(What to do): Of the lines below, copy those that hold the word "forall".

BEGIN Exercise materials

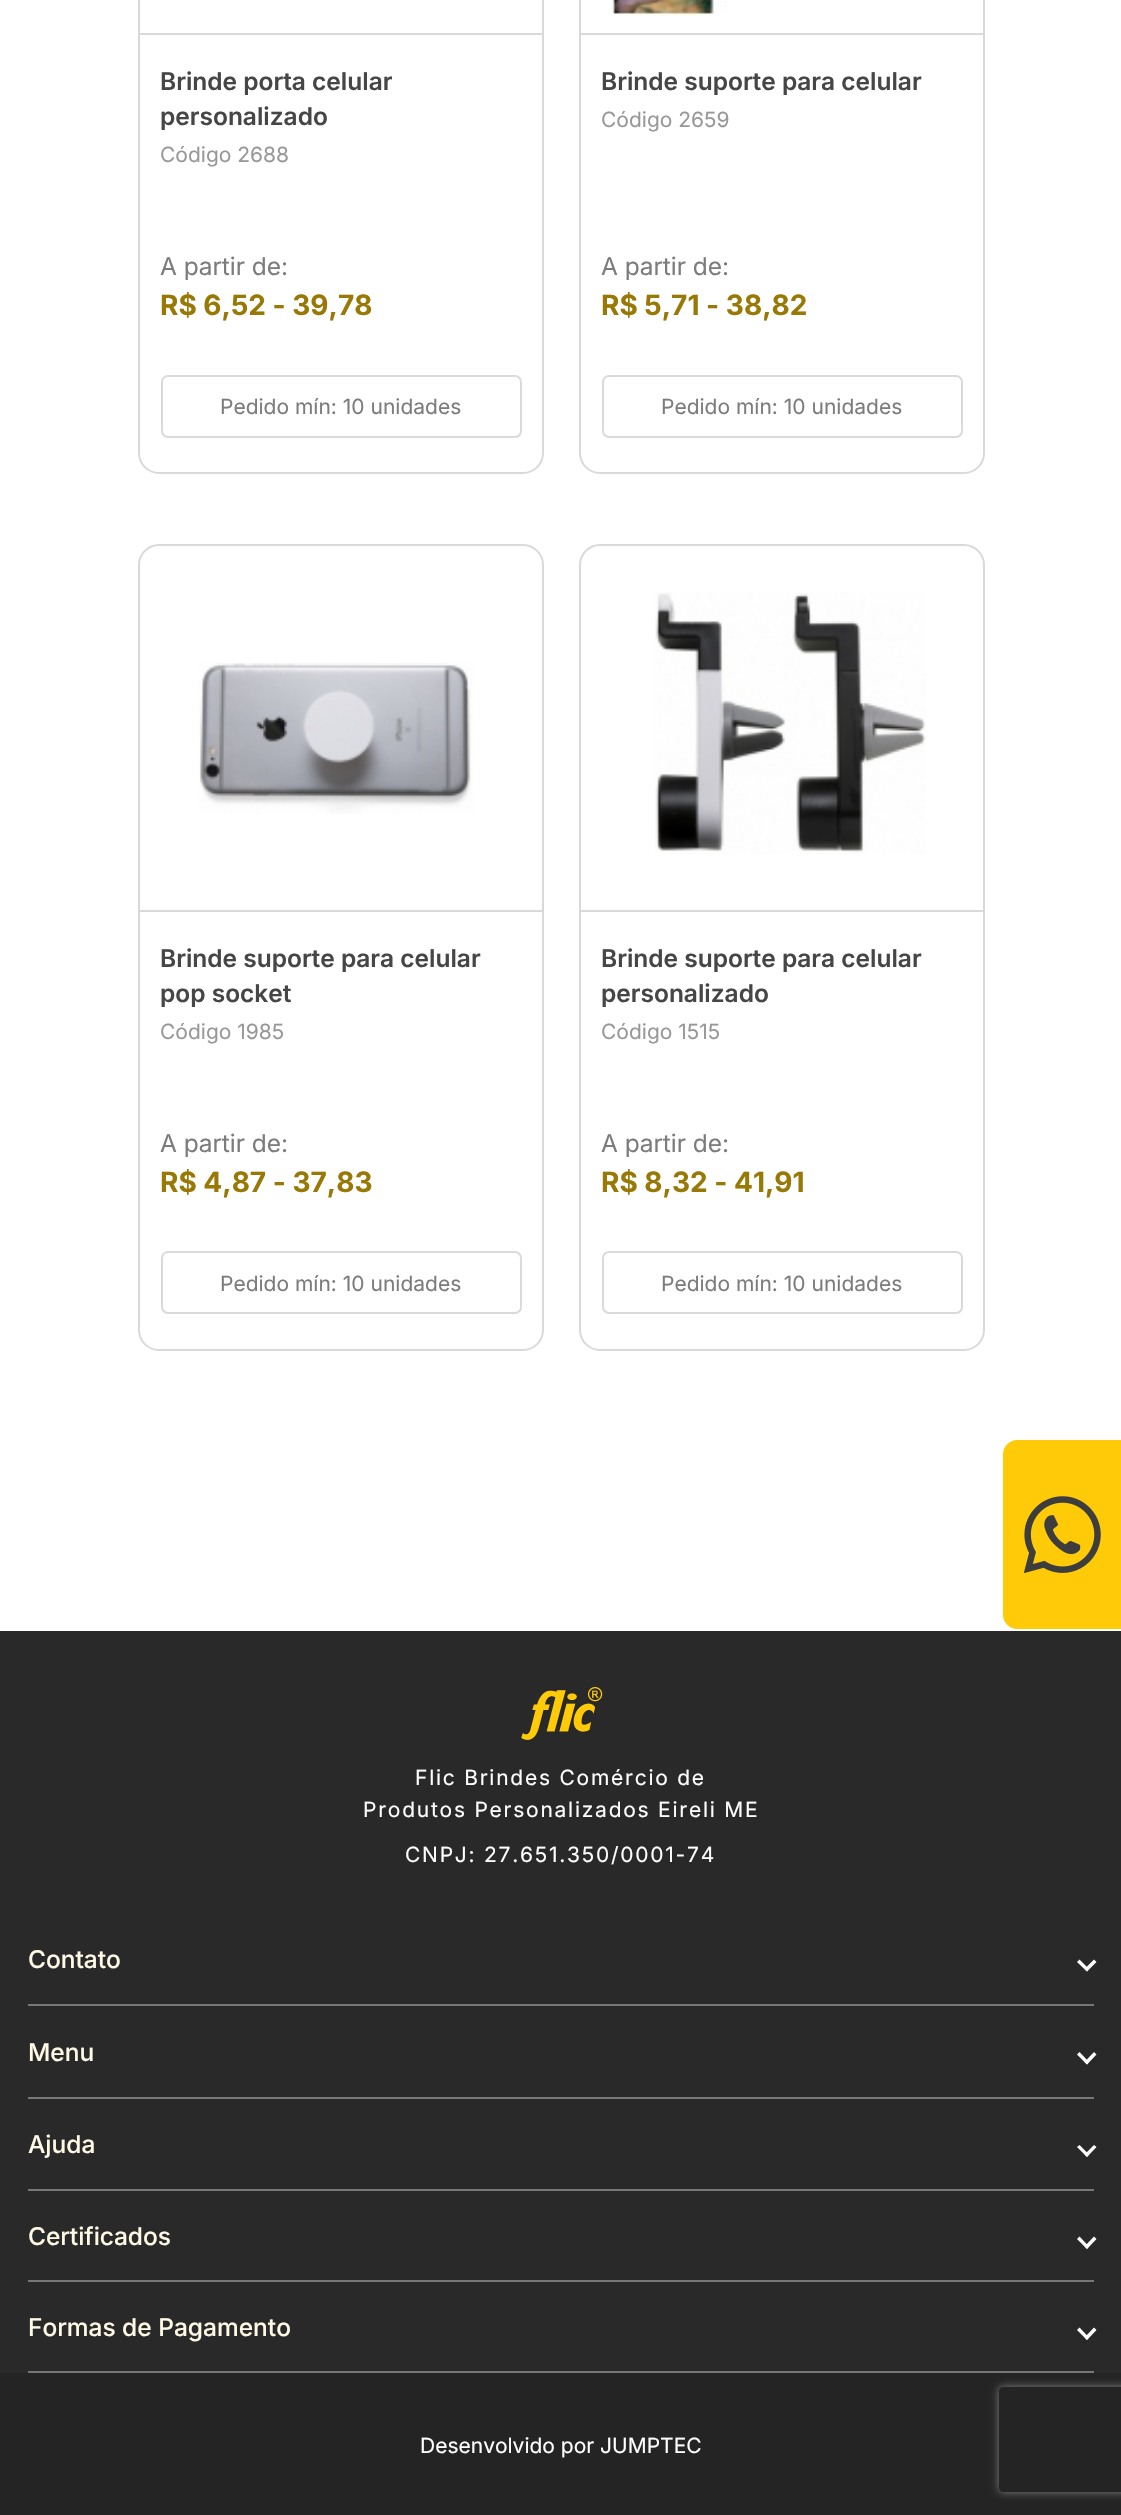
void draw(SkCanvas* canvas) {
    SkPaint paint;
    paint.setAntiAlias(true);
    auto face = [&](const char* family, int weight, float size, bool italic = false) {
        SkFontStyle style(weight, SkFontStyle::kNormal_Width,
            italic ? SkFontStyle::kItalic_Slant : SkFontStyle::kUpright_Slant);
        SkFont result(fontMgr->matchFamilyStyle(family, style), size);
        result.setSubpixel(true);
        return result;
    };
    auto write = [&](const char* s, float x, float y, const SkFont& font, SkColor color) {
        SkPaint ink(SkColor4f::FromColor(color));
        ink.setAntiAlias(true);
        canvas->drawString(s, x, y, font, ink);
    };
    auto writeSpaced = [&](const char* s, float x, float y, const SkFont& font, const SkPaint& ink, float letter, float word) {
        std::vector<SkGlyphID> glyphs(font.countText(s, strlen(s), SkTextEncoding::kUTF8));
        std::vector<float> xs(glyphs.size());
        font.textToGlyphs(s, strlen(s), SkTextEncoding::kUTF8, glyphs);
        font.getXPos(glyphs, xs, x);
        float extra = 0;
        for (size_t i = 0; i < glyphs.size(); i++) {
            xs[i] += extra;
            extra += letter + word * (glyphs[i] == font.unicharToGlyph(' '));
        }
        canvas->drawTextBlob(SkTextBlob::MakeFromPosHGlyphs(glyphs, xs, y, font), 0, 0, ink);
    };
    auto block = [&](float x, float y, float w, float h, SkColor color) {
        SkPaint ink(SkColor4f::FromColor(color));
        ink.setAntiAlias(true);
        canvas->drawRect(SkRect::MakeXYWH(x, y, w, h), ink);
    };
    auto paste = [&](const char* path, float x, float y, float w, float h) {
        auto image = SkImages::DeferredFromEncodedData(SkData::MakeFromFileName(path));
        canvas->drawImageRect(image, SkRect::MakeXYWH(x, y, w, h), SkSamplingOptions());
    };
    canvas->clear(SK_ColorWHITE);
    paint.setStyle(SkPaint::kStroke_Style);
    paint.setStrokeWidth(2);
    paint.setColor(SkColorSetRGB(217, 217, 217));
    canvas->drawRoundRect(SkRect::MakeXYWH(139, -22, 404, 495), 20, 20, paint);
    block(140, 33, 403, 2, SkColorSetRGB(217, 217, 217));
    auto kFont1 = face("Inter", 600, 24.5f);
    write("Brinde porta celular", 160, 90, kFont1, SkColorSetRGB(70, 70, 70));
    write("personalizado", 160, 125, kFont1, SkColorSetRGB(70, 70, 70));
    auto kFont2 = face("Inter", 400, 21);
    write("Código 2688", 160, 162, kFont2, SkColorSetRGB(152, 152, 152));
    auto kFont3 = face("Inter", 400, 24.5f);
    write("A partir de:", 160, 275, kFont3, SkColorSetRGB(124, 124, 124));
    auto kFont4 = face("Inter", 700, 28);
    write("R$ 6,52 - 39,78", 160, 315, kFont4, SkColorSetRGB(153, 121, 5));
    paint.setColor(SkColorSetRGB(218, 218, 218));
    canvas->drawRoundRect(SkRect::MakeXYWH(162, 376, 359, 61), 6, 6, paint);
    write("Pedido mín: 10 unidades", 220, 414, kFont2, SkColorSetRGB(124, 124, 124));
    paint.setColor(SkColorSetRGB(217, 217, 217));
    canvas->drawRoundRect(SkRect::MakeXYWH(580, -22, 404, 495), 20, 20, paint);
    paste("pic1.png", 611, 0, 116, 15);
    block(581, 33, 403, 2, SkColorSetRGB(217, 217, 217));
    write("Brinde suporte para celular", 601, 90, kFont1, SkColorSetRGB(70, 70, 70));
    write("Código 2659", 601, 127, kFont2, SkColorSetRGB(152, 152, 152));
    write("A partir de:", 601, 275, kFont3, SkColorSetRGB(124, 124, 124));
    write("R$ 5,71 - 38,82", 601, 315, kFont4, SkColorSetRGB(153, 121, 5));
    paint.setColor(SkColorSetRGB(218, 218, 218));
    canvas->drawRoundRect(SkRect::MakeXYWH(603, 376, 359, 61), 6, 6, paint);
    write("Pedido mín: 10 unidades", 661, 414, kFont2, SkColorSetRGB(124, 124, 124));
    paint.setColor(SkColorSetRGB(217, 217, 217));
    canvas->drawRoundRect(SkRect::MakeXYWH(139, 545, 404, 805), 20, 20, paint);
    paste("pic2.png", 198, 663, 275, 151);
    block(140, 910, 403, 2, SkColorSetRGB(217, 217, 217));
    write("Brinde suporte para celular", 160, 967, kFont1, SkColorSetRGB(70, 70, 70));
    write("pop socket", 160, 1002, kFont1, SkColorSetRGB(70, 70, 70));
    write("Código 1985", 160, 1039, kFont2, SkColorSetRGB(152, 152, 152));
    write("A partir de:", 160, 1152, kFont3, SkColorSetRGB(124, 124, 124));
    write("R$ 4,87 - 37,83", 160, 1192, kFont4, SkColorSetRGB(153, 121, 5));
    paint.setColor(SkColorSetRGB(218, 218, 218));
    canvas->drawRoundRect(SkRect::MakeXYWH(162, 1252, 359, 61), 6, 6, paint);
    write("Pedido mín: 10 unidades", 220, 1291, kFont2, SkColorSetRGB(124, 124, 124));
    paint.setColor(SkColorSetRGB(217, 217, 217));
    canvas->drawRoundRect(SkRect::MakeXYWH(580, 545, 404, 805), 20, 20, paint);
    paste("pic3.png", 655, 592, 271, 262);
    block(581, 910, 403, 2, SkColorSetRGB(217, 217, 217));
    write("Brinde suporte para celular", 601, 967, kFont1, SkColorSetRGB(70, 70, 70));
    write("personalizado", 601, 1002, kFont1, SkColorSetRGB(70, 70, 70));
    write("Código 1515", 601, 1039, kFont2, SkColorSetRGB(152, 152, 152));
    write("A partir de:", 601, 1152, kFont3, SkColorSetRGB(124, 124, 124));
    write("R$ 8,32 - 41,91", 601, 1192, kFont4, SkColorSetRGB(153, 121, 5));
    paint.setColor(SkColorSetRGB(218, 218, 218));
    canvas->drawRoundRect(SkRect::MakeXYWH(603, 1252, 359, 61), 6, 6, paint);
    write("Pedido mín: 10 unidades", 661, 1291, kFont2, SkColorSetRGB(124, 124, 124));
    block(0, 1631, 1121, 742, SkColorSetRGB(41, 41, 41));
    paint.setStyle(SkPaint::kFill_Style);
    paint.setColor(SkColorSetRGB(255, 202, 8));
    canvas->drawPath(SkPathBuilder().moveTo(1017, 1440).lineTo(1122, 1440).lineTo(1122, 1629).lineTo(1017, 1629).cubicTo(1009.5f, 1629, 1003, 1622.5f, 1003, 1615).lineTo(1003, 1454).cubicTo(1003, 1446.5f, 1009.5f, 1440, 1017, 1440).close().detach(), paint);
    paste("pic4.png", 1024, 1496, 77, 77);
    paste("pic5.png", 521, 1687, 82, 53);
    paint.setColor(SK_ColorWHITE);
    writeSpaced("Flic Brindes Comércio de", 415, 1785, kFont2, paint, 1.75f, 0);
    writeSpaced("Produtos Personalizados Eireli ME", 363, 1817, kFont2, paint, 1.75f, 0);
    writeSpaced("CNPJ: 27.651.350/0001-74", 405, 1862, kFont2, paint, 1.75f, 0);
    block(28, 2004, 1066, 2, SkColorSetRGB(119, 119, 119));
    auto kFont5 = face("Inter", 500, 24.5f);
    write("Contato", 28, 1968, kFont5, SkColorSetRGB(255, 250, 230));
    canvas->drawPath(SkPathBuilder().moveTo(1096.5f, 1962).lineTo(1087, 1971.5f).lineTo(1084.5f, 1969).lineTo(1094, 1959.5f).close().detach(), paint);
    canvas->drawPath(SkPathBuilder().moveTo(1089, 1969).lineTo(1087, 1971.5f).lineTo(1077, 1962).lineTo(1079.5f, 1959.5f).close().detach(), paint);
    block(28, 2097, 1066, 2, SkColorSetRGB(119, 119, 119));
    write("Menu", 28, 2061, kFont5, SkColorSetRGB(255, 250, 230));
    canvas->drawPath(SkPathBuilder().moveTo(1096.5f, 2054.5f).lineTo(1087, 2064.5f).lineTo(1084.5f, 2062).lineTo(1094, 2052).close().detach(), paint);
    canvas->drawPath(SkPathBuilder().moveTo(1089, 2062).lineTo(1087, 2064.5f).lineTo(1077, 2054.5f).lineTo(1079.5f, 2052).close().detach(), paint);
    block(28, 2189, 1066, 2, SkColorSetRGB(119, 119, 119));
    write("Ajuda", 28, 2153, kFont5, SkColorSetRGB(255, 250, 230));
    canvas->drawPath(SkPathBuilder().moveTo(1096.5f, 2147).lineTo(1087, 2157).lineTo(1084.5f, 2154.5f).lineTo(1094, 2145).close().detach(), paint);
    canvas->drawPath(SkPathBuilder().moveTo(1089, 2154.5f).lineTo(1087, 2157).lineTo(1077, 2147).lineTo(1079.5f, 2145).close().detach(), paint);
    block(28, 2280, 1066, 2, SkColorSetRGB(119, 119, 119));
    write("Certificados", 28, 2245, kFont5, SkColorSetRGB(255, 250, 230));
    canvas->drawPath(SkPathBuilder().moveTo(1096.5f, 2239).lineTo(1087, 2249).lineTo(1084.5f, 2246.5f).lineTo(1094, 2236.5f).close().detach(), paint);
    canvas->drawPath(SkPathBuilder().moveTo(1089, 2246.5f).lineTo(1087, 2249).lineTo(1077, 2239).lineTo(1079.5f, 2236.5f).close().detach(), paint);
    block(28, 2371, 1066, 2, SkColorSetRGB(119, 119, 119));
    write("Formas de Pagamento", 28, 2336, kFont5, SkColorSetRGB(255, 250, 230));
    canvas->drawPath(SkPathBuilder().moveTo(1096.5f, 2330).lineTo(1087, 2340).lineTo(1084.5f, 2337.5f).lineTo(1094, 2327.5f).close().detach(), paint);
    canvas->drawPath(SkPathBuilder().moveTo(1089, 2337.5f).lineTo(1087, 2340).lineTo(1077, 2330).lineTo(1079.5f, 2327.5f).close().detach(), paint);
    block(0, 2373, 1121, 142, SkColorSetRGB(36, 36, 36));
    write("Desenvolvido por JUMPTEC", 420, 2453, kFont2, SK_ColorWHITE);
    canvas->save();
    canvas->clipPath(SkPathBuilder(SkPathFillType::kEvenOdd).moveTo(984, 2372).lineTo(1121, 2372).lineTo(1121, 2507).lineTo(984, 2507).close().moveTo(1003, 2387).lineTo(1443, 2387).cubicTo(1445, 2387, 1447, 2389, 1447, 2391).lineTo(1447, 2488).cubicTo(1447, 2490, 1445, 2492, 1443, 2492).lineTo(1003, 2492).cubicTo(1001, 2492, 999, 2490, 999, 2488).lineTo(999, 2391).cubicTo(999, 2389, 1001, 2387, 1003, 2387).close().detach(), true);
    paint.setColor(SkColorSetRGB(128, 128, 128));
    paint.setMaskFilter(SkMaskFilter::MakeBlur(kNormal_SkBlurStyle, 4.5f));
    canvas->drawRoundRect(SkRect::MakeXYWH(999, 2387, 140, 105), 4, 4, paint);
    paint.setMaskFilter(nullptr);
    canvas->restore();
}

END Exercise materials
BEGIN Exercise materials

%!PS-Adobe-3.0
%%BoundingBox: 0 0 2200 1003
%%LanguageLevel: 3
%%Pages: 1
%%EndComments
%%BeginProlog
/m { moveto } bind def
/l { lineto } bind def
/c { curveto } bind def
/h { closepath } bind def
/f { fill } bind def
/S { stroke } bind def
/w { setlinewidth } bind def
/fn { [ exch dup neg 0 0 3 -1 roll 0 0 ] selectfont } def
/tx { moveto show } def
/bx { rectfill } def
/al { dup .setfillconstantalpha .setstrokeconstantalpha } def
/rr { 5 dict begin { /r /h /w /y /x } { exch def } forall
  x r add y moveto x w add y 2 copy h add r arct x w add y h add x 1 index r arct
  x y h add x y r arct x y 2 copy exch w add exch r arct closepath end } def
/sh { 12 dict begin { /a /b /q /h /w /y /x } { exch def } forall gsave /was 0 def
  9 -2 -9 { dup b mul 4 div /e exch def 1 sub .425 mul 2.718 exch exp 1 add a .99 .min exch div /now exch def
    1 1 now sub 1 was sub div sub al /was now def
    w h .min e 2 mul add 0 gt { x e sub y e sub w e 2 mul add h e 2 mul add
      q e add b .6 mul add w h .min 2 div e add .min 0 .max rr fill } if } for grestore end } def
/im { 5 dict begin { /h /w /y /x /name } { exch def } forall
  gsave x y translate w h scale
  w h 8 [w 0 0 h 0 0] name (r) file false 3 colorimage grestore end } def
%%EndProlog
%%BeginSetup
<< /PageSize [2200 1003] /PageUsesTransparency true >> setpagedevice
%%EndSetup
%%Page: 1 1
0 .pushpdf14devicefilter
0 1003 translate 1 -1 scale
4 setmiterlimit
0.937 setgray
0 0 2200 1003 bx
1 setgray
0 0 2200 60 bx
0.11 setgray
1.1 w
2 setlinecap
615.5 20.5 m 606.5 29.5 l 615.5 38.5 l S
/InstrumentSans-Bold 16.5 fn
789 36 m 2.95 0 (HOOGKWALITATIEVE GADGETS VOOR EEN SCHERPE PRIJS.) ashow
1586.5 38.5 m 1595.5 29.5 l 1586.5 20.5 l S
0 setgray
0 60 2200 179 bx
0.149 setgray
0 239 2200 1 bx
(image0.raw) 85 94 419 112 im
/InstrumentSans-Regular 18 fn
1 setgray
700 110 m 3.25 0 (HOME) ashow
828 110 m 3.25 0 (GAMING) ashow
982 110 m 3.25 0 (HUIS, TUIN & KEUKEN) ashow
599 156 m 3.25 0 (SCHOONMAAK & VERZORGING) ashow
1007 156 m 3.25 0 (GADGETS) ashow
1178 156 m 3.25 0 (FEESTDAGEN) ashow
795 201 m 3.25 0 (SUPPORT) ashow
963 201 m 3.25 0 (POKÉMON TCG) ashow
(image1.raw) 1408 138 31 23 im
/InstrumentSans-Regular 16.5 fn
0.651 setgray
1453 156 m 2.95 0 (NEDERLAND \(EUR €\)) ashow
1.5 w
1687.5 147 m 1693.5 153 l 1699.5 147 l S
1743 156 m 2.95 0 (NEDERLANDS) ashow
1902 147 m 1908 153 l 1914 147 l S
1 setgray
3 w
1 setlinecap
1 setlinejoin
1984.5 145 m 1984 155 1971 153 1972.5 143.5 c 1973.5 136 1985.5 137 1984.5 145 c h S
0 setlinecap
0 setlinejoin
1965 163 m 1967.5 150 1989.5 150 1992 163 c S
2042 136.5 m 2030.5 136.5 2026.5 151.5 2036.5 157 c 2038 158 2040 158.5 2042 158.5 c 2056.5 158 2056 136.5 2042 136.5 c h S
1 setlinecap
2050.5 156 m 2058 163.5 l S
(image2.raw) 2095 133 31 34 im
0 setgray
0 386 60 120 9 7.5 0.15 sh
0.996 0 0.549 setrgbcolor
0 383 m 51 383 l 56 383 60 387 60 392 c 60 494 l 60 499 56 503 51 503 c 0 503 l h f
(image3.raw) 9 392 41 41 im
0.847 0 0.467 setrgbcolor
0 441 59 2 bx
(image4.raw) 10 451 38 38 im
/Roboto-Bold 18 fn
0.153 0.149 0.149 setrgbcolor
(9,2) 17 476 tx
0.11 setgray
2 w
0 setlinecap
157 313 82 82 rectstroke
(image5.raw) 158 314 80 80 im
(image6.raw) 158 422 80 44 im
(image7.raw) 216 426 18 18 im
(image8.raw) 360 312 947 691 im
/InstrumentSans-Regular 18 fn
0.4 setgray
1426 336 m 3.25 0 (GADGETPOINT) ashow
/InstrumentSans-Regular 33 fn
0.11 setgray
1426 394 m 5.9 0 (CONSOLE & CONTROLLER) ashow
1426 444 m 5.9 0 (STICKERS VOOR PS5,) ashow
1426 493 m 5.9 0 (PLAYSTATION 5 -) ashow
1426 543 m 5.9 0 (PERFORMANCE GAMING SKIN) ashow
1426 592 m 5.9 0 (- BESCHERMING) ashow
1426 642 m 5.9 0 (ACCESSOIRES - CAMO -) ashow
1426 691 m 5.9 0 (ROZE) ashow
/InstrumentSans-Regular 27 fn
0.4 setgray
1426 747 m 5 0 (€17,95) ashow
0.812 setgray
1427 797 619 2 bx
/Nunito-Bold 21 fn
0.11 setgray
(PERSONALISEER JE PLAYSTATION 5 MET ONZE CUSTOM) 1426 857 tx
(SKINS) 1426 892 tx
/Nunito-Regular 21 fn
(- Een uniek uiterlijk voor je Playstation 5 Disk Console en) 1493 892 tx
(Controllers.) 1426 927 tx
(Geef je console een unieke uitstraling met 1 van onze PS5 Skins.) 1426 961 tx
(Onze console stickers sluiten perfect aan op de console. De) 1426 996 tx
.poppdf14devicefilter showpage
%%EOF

END Exercise materials

(Reply to the task):
/rr { 5 dict begin { /r /h /w /y /x } { exch def } forall
/sh { 12 dict begin { /a /b /q /h /w /y /x } { exch def } forall gsave /was 0 def
/im { 5 dict begin { /h /w /y /x /name } { exch def } forall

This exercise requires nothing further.